Even though we may think we understand the principles stated previously, the Scripture teaches that the devil is like a roaring lion, seeking whom he may devour (1 Pet. 5:8) and false prophets appear as wolves in sheep’s clothing (Mt. 7:15).  Just like Satan manipulated the language in Genesis 3 to entice Eve to sin, we see the same thing happening today.  Society has given the right for biological males to declare they are female and vice versa.  The medical world has assisted by creating drugs and surgical procedures that cause women to appear more masculine and men to appear more feminine.  As members of this society, we are called upon to address these “changed” individuals by specific pronouns, either the opposite gender or neutral to not offend them.  It is clear that these superficial changes have not rendered a fundamental change since DNA is still the same.   Also, male athletes who were only mediocre competing against males have risen to the top of women’s sports by declaring they are female even though they have obviously not lost their maleness.  Just as Jeremiah prophesied against Jerusalem when it fell into sin, “Were they ashamed when they had committed abomination?  No!  They were not at all ashamed; nor did they know how to blush” (Jer. 6:15). 

When asked to define “woman”, the latest supreme court justice, Ketanji Jackson, refused to answer thereby underscoring the confusion that is being perpetrated by an ungodly society.  In fact, articles and even books have been written to try to define a woman according to the latest academic ideologies.  It used to be very simple (and still is), but it has been made very complicated in order to satisfy a current narrative/agenda.  It makes one wonder what the next redefinition of terms will be to contradict the clear and obvious meaning of a descriptive term.

This redefining of terms would be laughable if it was not so serious and detrimental to a belief in God.  The very fact that this is being embraced in our culture reveals the depravity that now exists.  When we condemn the practice of homosexuality and same-sex marriages, we are called homophobes because society has changed the definition of marriage such that it can be between a man and a woman or between two people of the same sex.  When we say only women can give birth, we are called transphobes.

At the creation, God created everything to serve His purpose and He proclaimed them good.  All things created were holy and distinct and perfect.  Male and female were created to complement one another and to be fruitful and multiply and fill the earth.  It is incredible that feeble men have the audacity to even consider the alteration of God’s plan.  Paul, in the Colossian letter, warned of this very thing: “See to it that no one takes you captive by philosophy and vain deceit, according to human tradition, according to the elemental spirits of the world, and not according to Christ”, Col. 2:8.  Just as the cucumber can be turned into a pickle by vinegar, we can be changed by this world if we allow ourselves to be immersed in it.  As Paul states in Rom. 12:2, “Do not be conformed to this world, but be transformed by the renewal of your mind, that by testing you may discern what is the will of God, what is good and acceptable and perfect.”
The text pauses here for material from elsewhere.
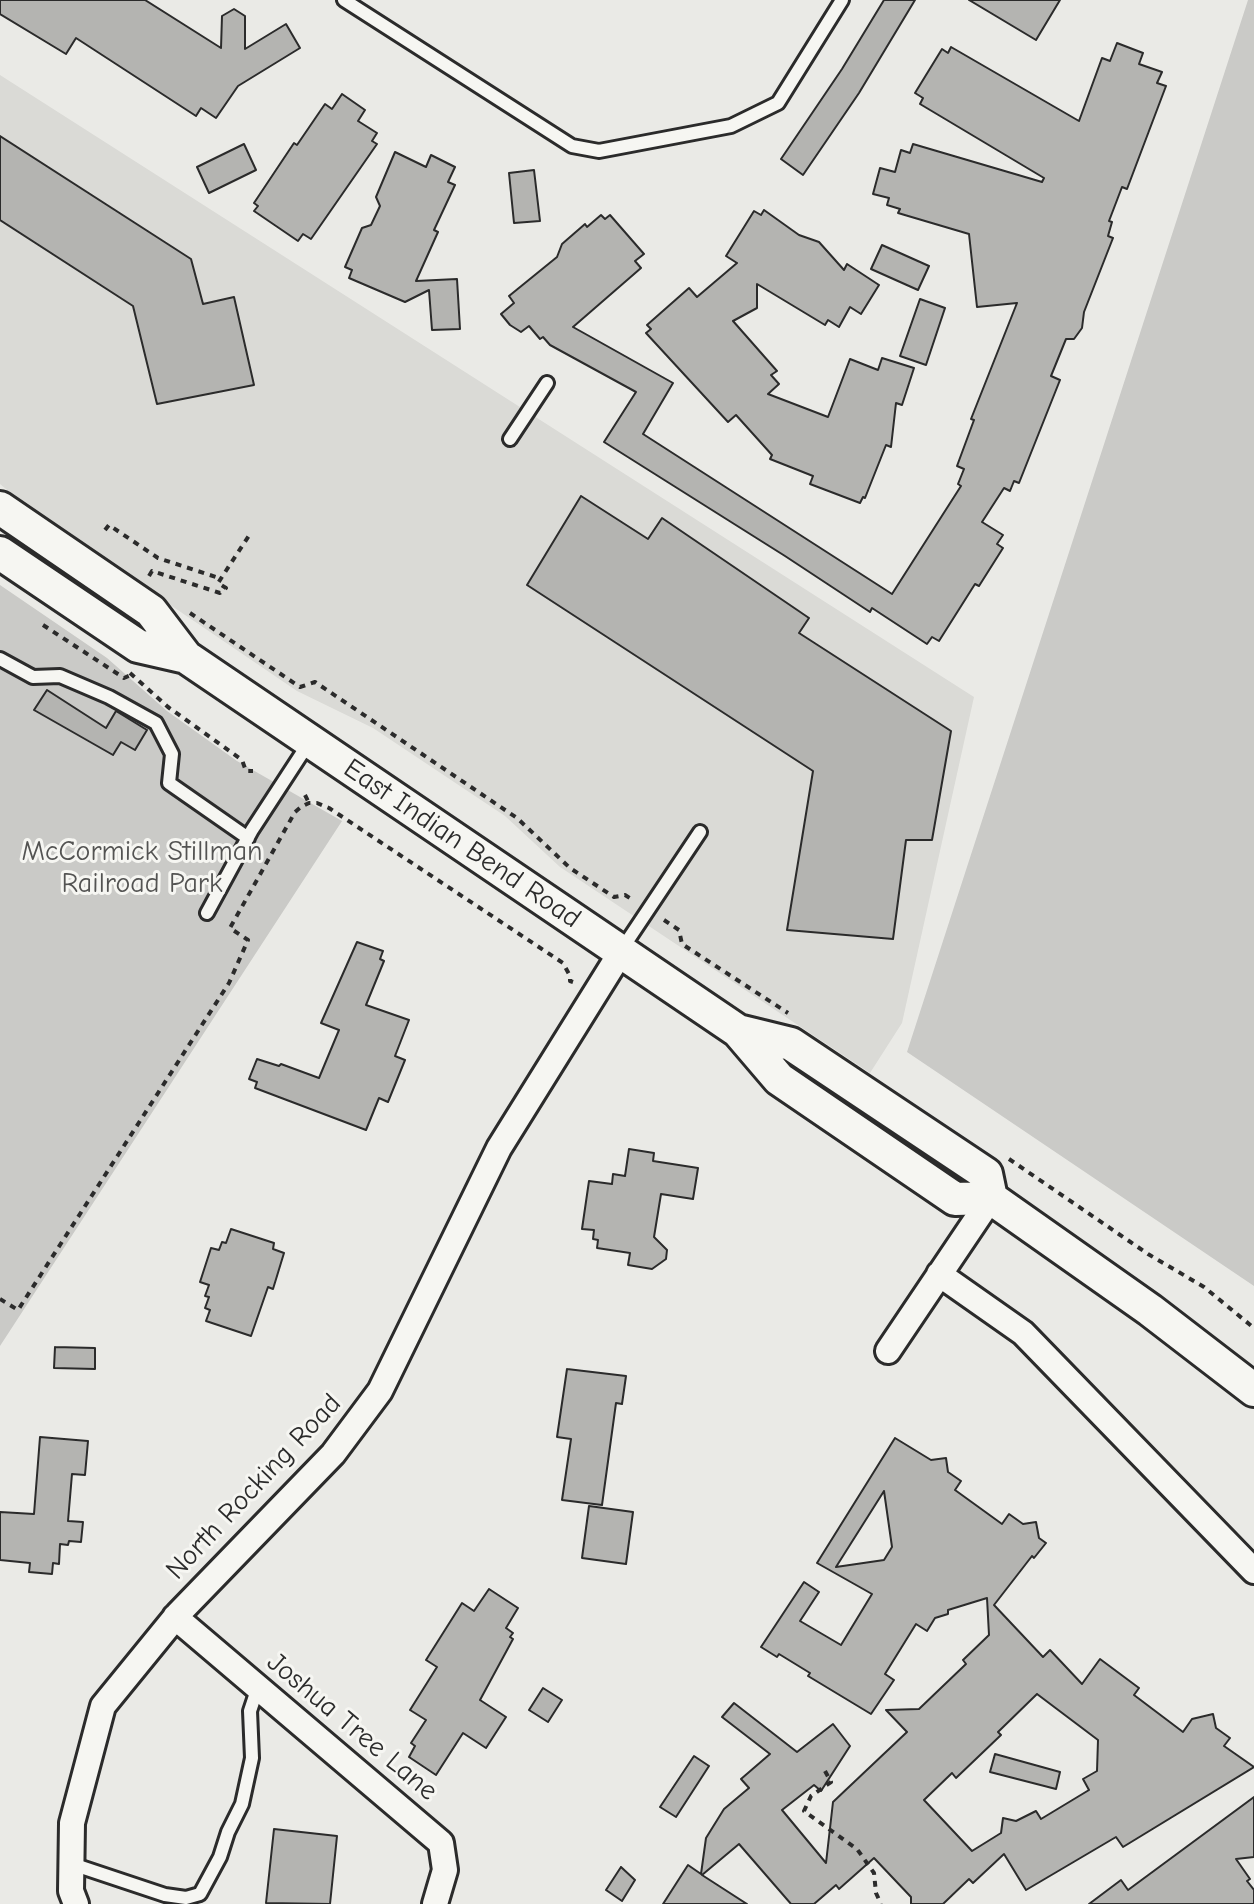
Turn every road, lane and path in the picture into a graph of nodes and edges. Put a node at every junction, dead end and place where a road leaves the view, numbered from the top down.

It is time that we realize and proclaim that “truth” is not subjective.  In religion, there is not your truth and my truth or our truth and their truth, there is simply truth.  God’s truth is universal and absolute since He is the originator and purveyor of truth.  In answer to Pilate’s question “What is Truth?”, we can surely and confidently answer that God’s word is truth.  Let us all seek, find and courageously follow the truth of God’s word.

What Is Truth? - Part 1

Friday, September 29, 2023

What Is Truth? - Part 1

By Boyd Hurst

You may recognize the title of this article is taken from Pilate’s reply to Jesus in Jn. 18:38. Jesus has just stated that His purpose for coming into the world was to bear witness to the truth and that everyone who is of the truth listens to His voice.  The question that Pilate raised, perhaps cynically, is a question that faces us daily in our current society.  Indeed, we need to embrace the idea of “truth” even more as we see the erosion of adherence to an absolute and true standard and the befuddlement of truth.
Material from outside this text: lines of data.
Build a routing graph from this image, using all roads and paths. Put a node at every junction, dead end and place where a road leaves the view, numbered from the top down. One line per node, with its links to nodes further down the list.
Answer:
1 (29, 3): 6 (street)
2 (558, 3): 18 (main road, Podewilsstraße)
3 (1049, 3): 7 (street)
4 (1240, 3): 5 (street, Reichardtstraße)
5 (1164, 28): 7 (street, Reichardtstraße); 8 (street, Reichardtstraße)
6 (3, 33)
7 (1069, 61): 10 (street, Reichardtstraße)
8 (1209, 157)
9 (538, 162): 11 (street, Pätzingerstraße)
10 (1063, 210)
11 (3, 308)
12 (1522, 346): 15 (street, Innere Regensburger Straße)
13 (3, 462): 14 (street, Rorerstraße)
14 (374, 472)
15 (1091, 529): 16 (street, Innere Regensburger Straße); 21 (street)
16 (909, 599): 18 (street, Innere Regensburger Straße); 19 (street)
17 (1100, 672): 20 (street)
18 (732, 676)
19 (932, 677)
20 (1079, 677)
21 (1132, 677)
First, we must recognize that Jesus is the expert on truth.  In Jn. 1:14 we read that Jesus is “full of grace and truth.”   Jesus told His disciples in Jn. 8:31 that they would know the truth and the truth would make them free.  He uses the term “truth” seven times in this discourse emphasizing that He is the purveyor of truth, and they need to listen to Him.  The King of truth tells us how to be part of His kingdom, and it is this truth that will save us.

In Jn. 8:44 Jesus references how truth has been under attack by Satan since the beginning of time.  We all know the story of Gen. 3.  God had placed Adam and Eve in a beautiful garden, and they had a wonderful relationship with each other.  However, a choice tree had been placed in the garden, and God warned them not to eat it or touch it lest they die.  Satan enters and creates doubt by manipulating language and using lust of the eyes, lust of the flesh and the pride of life to entice Eve to sin. 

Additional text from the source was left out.